Nowadays you can get microcontrollers with built-in A/D convertors
for a few Euros so this should not be a problem. The Battery Capacity Meter
descibed below is the result.
The principle of the meter is very simple:
You hookup a fully charged battery and load resistor to the meter, enter the value of the resistor and the cutoff voltage and start a discharge cycle. The meter will switch on the load using a power mosfet and continiously measure the battery voltage. To precisily measure the voltage a reference diode is used. During the discharge you can select to display the current voltage and current or the time expired and capacity so-far.
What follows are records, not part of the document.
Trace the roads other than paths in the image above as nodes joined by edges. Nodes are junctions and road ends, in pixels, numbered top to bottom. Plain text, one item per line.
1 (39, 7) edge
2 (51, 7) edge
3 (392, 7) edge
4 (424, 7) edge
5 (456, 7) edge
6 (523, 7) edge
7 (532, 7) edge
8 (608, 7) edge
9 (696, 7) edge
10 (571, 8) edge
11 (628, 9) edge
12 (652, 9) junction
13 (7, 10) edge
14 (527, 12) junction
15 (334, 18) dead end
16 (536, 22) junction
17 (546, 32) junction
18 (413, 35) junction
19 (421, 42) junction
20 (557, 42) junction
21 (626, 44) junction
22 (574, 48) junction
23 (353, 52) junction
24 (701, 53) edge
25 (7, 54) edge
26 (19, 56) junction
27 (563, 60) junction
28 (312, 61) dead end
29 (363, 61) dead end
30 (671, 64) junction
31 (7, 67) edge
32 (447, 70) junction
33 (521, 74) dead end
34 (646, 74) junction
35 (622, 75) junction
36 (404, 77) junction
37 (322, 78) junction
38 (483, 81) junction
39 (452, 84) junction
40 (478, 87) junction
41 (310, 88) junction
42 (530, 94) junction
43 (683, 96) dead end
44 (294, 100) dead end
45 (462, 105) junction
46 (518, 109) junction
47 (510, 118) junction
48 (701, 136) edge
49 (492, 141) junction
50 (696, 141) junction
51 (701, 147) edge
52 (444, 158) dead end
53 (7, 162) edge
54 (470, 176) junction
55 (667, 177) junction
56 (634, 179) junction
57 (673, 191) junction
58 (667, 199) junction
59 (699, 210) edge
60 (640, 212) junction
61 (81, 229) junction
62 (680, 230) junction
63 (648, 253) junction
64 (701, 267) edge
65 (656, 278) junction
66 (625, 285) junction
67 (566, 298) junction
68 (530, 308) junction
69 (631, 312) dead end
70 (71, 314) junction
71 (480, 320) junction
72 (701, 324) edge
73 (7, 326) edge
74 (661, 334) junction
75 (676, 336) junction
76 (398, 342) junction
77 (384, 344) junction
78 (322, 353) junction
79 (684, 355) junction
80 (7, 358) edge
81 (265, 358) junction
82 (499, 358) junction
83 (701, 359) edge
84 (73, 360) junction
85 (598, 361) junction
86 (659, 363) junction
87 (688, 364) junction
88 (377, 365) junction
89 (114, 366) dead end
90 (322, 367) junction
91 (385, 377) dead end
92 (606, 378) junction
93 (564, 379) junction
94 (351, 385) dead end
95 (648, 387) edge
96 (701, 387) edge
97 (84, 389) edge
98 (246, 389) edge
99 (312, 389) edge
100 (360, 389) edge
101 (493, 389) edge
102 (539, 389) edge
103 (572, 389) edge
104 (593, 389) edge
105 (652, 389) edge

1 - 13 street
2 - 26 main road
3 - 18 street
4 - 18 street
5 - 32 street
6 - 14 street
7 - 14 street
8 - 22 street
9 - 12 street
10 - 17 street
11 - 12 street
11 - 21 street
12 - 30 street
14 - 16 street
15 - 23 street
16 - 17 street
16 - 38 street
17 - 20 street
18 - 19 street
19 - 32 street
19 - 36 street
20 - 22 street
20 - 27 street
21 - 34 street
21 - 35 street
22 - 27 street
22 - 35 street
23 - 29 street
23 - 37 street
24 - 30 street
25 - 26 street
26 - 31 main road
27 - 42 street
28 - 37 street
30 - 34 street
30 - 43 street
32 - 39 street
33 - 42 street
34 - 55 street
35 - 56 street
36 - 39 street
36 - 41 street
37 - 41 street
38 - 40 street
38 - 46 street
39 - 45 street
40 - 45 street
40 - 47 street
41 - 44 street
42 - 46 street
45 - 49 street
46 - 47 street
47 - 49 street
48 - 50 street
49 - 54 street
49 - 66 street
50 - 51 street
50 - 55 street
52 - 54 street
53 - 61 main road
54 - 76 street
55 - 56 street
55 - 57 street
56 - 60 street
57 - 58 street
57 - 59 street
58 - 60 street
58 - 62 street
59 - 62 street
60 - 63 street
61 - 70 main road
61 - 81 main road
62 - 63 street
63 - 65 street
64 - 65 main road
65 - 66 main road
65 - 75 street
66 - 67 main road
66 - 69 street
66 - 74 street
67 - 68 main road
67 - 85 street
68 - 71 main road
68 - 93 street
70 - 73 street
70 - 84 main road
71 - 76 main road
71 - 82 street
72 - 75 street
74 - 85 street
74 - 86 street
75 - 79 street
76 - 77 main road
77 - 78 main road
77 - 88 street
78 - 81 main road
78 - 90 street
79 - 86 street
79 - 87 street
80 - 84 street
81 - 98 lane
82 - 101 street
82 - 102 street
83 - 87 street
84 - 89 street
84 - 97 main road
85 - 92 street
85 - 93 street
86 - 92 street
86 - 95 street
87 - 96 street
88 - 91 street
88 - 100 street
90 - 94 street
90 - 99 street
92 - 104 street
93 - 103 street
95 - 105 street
If the cutoff voltage is reached the load will be disconnected and the capacity will be shown on the LCD display.
Because a resistor is used as load and not a current source the current will vary over the discharge cycle. A Lithium/Ion cell will e.g. supply a voltage of 4.1 V when fully charged and 3.3 Volt when it is depleted. With a 10 ohm load the current will vary from 410 mA at the start to 330 mA at the end of the discharge cycle.
The meter will however use a sample every minute and calculate the supplied power in milliAmpMinutes during the last minute. This is totalled to display the overall capacity of the battery.
To
allow plotting of the discharge curve you can set an interval to store the measured
values, e.g. once every 5 minutes. After, or during, the discharge this data
can be transferred to a PC via an RS-232 interface. With the use of a spreadsheet
program a discharge curve can be plotted. As only 128 samples can be stored
in memory the battery should be depleted before this buffer runs full. The fastest
sample rate (once every 5 minutes) allows a maximum discharge time of 10.5 hours,
the slowest sample rate (once every 20 minutes) allows a discharge time up to
42 hours.
To enable transmission of the data to the PC just press the adjust/send button.
This can be repeated multiple times (as long as the meter is not reset).
By selecting other values for the divider network and/or changing the constants in the software it is possible to change these specification. In the current implementation, intended for testing AA, AAA and Li/Ion batteries the current software is setup with the following specs:
Voltage ranges: 2.5, 5, 7.5 and 15 Volt, resolution: 10 mV in
the lowest setting, 50 mV in the highest setting
Load Resistor: 1..100 ohm (specified in ohms)
Curve sampling times: 5, 10 and 20 minutes
Power supply: 5 V regulated or 4 AA or AAA NiCd cells (4.8 V)
Current: 5 mA (40mA if the Backlight is switched on)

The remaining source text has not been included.